Merging and Summarizing Data

May 19, 2025

Merging Data

Merging Data Frames

  • Often we have data from two different sources
  • Results in two data frames
  • How to make them one so we can analyze?
  • Key questions
    • What is the unit of analysis?
    • What is/are the corresponding identifier variables?
    • Are the identifier variables in common?
    • Or do they have to be added/transformed to match?

Merging WB and V-Dem Data

  • These are both time-series, country-level data
  • Need to merge by country-year
  • Year is easy
  • But there are many different country codes
  • Can use countrycode package to assign country codes

countrycode Example

# Load countrycode
library(countrycode)

# Create new iso3c variable
democracy <- democracy |>    
  mutate(iso3c = countrycode(sourcevar = vdem_ctry_id, # what we are converting
        origin = "vdem",         # we are converting from vdem
        destination = "wb"))  |> # and converting to the WB iso3c code 
  relocate(iso3c, .after = vdem_ctry_id) # move iso3c 

# View the data
glimpse(democracy)

Try it Yourself

  • Using your democracy data frame from the last lesson
  • Use mutate() and countrycode() to add iso3c country codes
  • Use relocate to move your iso3c code to the “front” of your data frame (optional)

Types of Joins in dplyr

  • Mutating versus filtering joins
  • Four types of mutating joins
    • inner_join()
    • full_join()
    • left_join()
    • right_join()
  • For the most part we will use left_join()

left_join() Example

# Load readr
library(readr)

# Perform left join using common iso3c variable and year
dem_women <- left_join(democracy, women_emp, by = c("iso3c", "year")) |> 
  rename(country = country.x) |> # rename country.x
  select(!country.y)             # crop country.y

# Save as .csv for future use
write_csv(dem_women, "data/dem_women.csv")

# View the data
glimpse(dem_women)  

Try it Yourself

  • Take your V-Dem data frame and your World Bank data frame
  • Using left_join() to merge on country code and year
  • Along the way, use rename() and select() to insure you have just one country name

Group, Summarize and Arrange

Group, Summarize and Arrange

  • group_by(), summarize(), arrange()
  • A very common sequence of dplyr verbs:
    • Take an average or some other statistic for a group
    • Rank from high to low values of summary value

Example: Take Averages by Region


# group_by(), summarize() and arrange()
dem_region <- democracy |> # save result as new object
  group_by(region)  |> # group data by region
  summarize(           # summarize following vars (by region)
    polyarchy = mean(polyarchy, na.rm = TRUE), # calculate mean, remove NAs
    gdp_pc = mean(gdp_pc, na.rm = TRUE)
  ) |> 
  arrange(desc(polyarchy)) # arrange in descending order by polyarchy score

# Save as .csv for future use
write_csv(dem_region, "data/dem_summary.csv")

# View the data
glimpse(dem_summary)

Use group_by() to group all data across countries and years by region…

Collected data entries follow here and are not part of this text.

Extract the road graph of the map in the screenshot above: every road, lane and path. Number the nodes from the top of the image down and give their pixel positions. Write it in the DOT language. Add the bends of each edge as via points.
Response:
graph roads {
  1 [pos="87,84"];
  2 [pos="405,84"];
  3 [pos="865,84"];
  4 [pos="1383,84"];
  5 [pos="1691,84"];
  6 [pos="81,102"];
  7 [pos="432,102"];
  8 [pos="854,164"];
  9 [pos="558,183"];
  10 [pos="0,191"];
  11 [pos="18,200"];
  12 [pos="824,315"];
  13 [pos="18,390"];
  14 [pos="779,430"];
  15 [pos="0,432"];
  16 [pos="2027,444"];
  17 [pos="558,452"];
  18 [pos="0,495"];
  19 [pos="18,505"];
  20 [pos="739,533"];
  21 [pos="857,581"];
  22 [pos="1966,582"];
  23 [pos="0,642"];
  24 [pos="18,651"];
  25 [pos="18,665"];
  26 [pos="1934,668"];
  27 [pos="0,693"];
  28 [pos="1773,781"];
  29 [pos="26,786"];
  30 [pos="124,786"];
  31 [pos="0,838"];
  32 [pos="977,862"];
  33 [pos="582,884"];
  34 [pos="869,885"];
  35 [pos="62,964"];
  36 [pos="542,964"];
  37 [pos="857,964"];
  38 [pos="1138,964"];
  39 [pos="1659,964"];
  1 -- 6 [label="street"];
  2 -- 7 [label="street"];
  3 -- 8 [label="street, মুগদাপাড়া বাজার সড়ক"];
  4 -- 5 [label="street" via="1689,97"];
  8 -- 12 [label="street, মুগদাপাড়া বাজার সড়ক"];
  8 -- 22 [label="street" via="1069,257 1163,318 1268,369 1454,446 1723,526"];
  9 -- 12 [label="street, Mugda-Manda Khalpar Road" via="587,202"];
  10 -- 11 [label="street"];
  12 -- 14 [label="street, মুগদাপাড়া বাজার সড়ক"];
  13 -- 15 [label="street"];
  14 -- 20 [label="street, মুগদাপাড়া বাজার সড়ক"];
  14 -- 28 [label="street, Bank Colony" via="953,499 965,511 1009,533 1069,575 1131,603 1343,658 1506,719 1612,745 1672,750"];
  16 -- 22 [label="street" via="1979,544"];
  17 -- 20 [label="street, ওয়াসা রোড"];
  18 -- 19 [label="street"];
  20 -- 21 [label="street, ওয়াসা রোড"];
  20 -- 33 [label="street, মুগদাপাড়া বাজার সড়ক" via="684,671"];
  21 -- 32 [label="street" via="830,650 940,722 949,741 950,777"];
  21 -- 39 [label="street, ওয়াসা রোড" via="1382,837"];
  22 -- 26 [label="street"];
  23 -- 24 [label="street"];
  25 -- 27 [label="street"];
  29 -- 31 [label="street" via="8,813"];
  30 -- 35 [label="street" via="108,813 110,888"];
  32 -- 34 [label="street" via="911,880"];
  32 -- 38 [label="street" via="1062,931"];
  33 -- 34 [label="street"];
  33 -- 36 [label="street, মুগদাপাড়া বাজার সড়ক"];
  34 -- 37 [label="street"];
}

# group_by(), summarize() and arrange()
dem_region <- democracy |> # save result as new object
  group_by(region)  |> # group data by region
  summarize(           # summarize following vars (by region)
    polyarchy = mean(polyarchy, na.rm = TRUE), # calculate mean, remove NAs
    gdp_pc = mean(gdp_pc, na.rm = TRUE)
  ) |> 
  arrange(desc(polyarchy)) # arrange in descending order by polyarchy score

# Save as .csv for future use
write_csv(dem_region, "data/dem_summary.csv")

# View the data
glimpse(dem_summary)

Use summarize() to get the regional means polyarchy and gpd_pc….

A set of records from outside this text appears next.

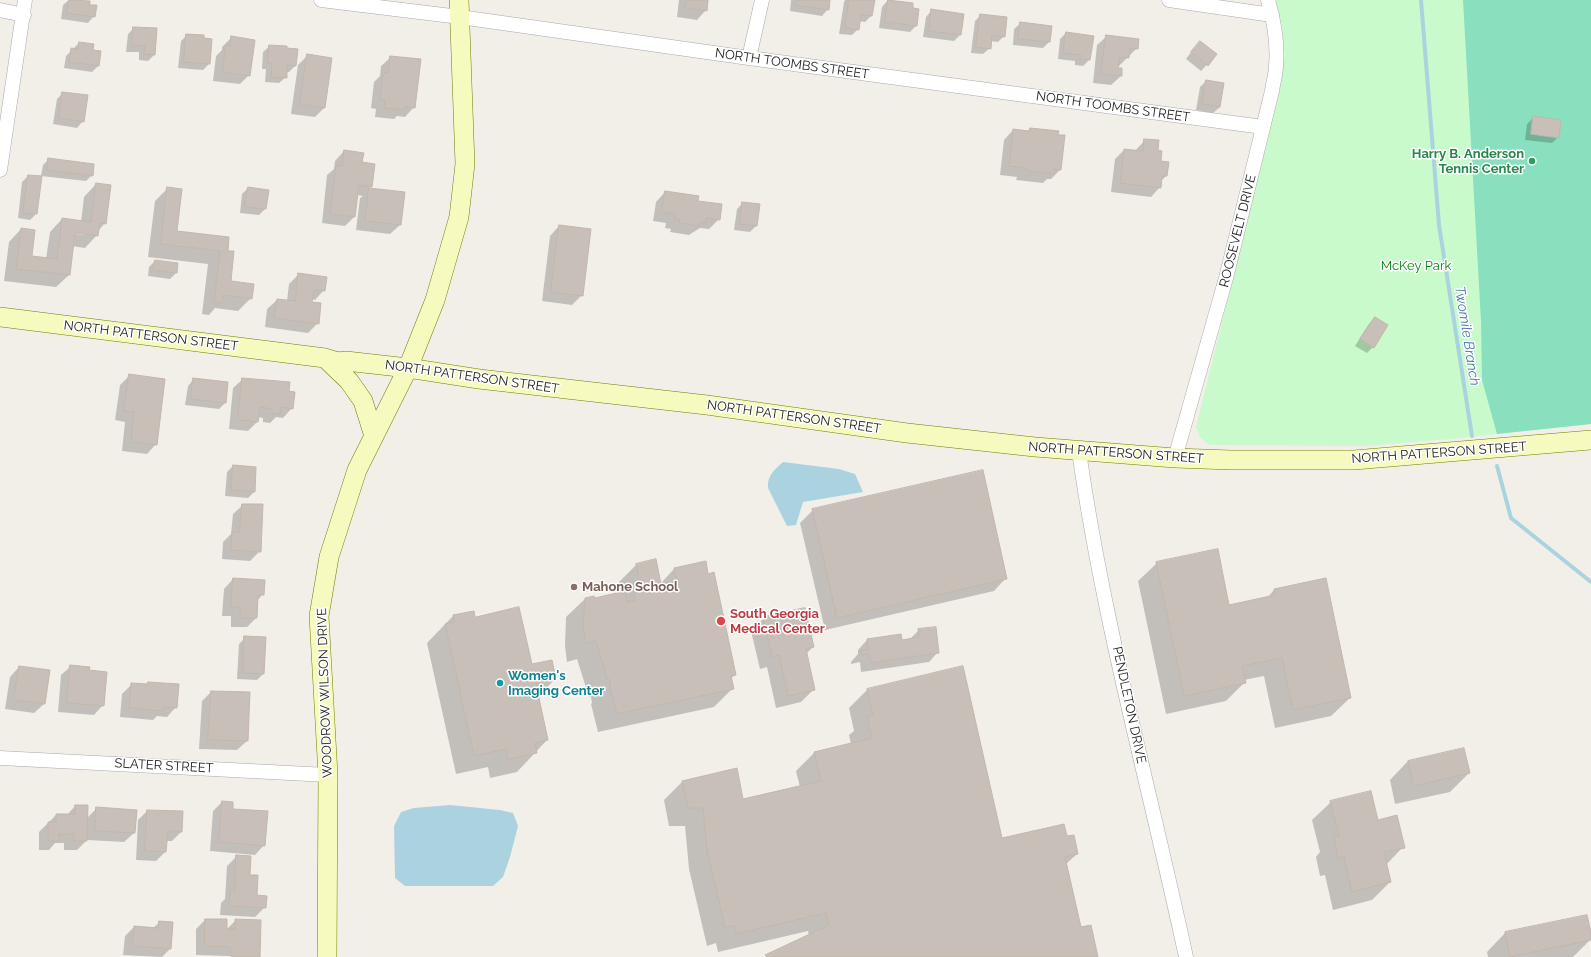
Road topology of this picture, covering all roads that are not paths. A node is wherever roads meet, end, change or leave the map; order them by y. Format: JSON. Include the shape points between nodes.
{"nodes":[{"id":1,"x":26,"y":0,"type":"edge"},
{"id":2,"x":321,"y":0,"type":"edge"},
{"id":3,"x":762,"y":0,"type":"edge"},
{"id":4,"x":1169,"y":0,"type":"edge"},
{"id":5,"x":1268,"y":0,"type":"edge"},
{"id":6,"x":459,"y":8,"type":"edge"},
{"id":7,"x":0,"y":10,"type":"edge"},
{"id":8,"x":24,"y":15,"type":"junction"},
{"id":9,"x":1272,"y":16,"type":"junction"},
{"id":10,"x":749,"y":58,"type":"junction"},
{"id":11,"x":1263,"y":127,"type":"junction"},
{"id":12,"x":0,"y":170,"type":"edge"},
{"id":13,"x":0,"y":317,"type":"edge"},
{"id":14,"x":324,"y":358,"type":"junction"},
{"id":15,"x":408,"y":368,"type":"junction"},
{"id":16,"x":374,"y":436,"type":"junction"},
{"id":17,"x":1591,"y":440,"type":"edge"},
{"id":18,"x":1079,"y":451,"type":"junction"},
{"id":19,"x":1175,"y":458,"type":"junction"},
{"id":20,"x":0,"y":758,"type":"edge"},
{"id":21,"x":328,"y":775,"type":"junction"},
{"id":22,"x":327,"y":957,"type":"edge"},
{"id":23,"x":1186,"y":957,"type":"edge"}],
"edges":[{"from":1,"to":8,"type":"street"},
{"from":2,"to":6,"type":"street","name":"NORTH TOOMBS STREET"},
{"from":3,"to":10,"type":"street"},
{"from":4,"to":9,"type":"street"},
{"from":5,"to":9,"type":"street","name":"ROOSEVELT DRIVE"},
{"from":6,"to":10,"type":"street","name":"NORTH TOOMBS STREET"},
{"from":6,"to":15,"type":"main road","name":"WOODROW WILSON DRIVE","via":[[465,164],[459,216],[435,300]]},
{"from":7,"to":8,"type":"street"},
{"from":8,"to":12,"type":"street"},
{"from":9,"to":11,"type":"street","name":"ROOSEVELT DRIVE","via":[[1276,67]]},
{"from":10,"to":11,"type":"street","name":"NORTH TOOMBS STREET"},
{"from":11,"to":19,"type":"street","name":"ROOSEVELT DRIVE","via":[[1226,278]]},
{"from":13,"to":14,"type":"main road","name":"NORTH PATTERSON STREET"},
{"from":14,"to":15,"type":"main road","name":"NORTH PATTERSON STREET","via":[[338,362],[346,360]]},
{"from":14,"to":16,"type":"main road","via":[[349,381],[363,401]]},
{"from":15,"to":16,"type":"main road","name":"WOODROW WILSON DRIVE"},
{"from":15,"to":18,"type":"main road","name":"NORTH PATTERSON STREET","via":[[907,433]]},
{"from":16,"to":21,"type":"main road","name":"WOODROW WILSON DRIVE","via":[[357,470],[329,557],[319,616]]},
{"from":17,"to":19,"type":"main road","name":"NORTH PATTERSON STREET","via":[[1354,460]]},
{"from":18,"to":19,"type":"main road","name":"NORTH PATTERSON STREET"},
{"from":18,"to":23,"type":"street","name":"PENDLETON DRIVE","via":[[1107,605]]},
{"from":20,"to":21,"type":"street","name":"SLATER STREET"},
{"from":21,"to":22,"type":"main road","name":"WOODROW WILSON DRIVE"}]}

# group_by(), summarize() and arrange()
dem_region <- democracy |> # save result as new object
  group_by(region)  |> # group data by region
  summarize(           # summarize following vars (by region)
    polyarchy = mean(polyarchy, na.rm = TRUE), # calculate mean, remove NAs
    gdp_pc = mean(gdp_pc, na.rm = TRUE)
  ) |> 
  arrange(desc(polyarchy)) # arrange in descending order by polyarchy score

# Save as .csv for future use
write_csv(dem_region, "data/dem_summary.csv")

# View the data
glimpse(dem_summary)

Then use arrange() with desc() to sort in descending order by polyarchy score…


# group_by(), summarize() and arrange()
dem_region <- democracy |> # save result as new object
  group_by(region)  |> # group data by region
  summarize(           # summarize following vars (by region)
    polyarchy = mean(polyarchy, na.rm = TRUE), # calculate mean, remove NAs
    gdp_pc = mean(gdp_pc, na.rm = TRUE)
  ) |> 
  arrange(desc(polyarchy)) # arrange in descending order by polyarchy score

# Save as .csv for future use
write_csv(dem_region, "data/dem_summary.csv")

# View the data
glimpse(dem_summary)

Try it Yourself

  • Try running a group_by(), summarize() and arrange() in your Quarto document
  • Try changing the parameters to answer these questions:
  1. Try summarizing the data with a different function for one or more of the variables.
  1. What is the median value of polyarchy for The West?
  2. What is the max value of gdp_pc for Eastern Europe?
  3. What is the standard deviation of flfp for Africa?
  4. What is the interquartile range of women_rep for the Middle East?
  1. Now try grouping by country instead of region.
  1. What is the median value of polyarchy for Sweden?
  2. What is the max value of gdp_pc New Zealand?
  3. What is the standard deviation of flfp for Spain?
  4. What is the interquartile range of women_rep for Germany?
  1. Sort countries in descending order based on the mean value of gdp_pc (instead of the median value of polyarchy). Which country ranks first based on this sorting?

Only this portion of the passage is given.